On the Nasdaq stock exchange in New York, shares in Weibo Corp plunged more than 6 per cent after the announcement, while shares in Sina Corp fell nearly ­5 per cent.

Beijing has been engaged in an ongoing campaign in recent years to tighten its grip on the previously unregulated internet space of audio-visual content and live-streaming.

All audio and video media services have been required to hold licences since new measures were introduced in January 2008.

The media regulator upped the ante in December, bringing in a new rule requiring all audio-visual programming distributed on social networking platforms – particularly Weibo and WeChat – to obtain a special licence for online video and audio content.

Weibo, or China’s version of Twitter, was one of three websites told to stop broadcasting unlicensed video and audio content. Photo: AP

More recently, the bureau regulating streamed content in May shut down 10 live-streaming platforms and issued penalties to 48 operators. It said content on the platforms was “vulgar, obscene, violent, superstitious and damaging to the psychological health of juveniles”.

In a statement yesterday, Weibo said the ban only affected media outlets without licences, and individuals could still post their own videos.

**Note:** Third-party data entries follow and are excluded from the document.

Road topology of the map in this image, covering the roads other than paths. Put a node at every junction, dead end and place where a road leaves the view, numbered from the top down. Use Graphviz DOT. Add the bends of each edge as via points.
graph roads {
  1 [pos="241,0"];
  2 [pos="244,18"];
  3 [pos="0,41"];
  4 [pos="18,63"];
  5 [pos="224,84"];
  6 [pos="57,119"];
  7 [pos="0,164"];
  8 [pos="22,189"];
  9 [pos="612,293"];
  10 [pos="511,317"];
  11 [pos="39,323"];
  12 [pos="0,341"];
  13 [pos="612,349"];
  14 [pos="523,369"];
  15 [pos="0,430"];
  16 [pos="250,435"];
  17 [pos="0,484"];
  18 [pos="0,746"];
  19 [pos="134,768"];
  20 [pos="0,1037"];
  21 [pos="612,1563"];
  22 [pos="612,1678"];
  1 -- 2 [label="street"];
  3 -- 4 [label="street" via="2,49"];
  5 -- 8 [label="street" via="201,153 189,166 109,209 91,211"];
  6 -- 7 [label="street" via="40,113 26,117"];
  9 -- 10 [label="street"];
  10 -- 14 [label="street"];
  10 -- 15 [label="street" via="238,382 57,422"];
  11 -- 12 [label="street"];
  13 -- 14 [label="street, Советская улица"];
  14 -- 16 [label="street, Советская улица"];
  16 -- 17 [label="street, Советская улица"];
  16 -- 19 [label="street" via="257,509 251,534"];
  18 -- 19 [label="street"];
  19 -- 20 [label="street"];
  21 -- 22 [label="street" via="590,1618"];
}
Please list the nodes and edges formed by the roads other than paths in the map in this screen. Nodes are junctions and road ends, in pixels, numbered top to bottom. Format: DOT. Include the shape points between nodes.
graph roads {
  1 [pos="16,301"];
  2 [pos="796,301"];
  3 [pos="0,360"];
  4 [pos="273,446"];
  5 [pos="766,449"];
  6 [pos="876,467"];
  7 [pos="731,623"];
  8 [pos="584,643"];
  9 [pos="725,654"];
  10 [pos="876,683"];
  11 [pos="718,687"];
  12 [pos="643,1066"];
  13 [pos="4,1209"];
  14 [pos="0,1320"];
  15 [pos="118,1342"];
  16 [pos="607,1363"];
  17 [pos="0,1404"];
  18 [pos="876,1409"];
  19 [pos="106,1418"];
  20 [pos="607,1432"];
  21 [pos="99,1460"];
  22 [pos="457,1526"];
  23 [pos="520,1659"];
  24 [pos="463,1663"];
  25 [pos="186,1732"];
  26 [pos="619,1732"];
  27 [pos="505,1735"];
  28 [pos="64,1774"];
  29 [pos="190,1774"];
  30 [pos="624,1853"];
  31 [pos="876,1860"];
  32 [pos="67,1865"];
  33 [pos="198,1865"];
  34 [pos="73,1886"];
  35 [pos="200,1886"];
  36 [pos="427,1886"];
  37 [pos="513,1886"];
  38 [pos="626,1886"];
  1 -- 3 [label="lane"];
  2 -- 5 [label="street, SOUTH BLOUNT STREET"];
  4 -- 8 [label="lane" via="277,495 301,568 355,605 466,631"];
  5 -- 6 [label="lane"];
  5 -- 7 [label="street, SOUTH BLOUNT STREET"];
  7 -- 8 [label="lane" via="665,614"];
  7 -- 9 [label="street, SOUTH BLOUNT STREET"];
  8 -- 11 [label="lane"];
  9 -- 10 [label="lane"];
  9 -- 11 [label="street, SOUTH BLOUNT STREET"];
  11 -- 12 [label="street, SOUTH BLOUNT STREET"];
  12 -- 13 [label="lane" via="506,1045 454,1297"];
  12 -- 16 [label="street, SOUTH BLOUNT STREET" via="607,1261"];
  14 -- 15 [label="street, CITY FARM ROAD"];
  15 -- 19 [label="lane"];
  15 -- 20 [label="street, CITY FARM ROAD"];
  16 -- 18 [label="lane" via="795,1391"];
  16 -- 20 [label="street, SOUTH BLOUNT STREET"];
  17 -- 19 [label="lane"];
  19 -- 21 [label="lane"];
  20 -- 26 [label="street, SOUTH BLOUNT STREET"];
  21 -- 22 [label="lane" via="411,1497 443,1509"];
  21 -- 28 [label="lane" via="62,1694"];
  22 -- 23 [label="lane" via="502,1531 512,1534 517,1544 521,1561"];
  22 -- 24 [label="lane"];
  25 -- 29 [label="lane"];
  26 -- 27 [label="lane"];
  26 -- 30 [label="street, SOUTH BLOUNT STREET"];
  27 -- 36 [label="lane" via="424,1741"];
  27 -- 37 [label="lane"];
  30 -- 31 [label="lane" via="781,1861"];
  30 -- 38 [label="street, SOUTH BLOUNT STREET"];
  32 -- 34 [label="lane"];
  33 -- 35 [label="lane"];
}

But a source told the South China Morning Post that the scope of the ban was vague and that Weibo was still trying to confirm exactly what was prohibited from being broadcast.

A message posted by an industry insider on social media said the new restrictions targeted public discussions of current affairs because that type of video and audio content was a great challenge to the censors. While technology could easily be used to censor text with sensitive content, more resources were needed to censor video and audio, he added.

Media academic Qiao Mu said Beijing was stepping up its internet censorship partly because of the approaching 19th party congress in autumn. Qiao also said the three websites named by the regulator had found it difficult to secure licences. He added that the move might have limited impact, since media outlets able to obtain the licences could still provide content on platforms such as Weibo.

In a research note, Jefferies Group analyst Karen Chan wrote: “This is an effort to clean up political, news and commentary-related content ... in China.”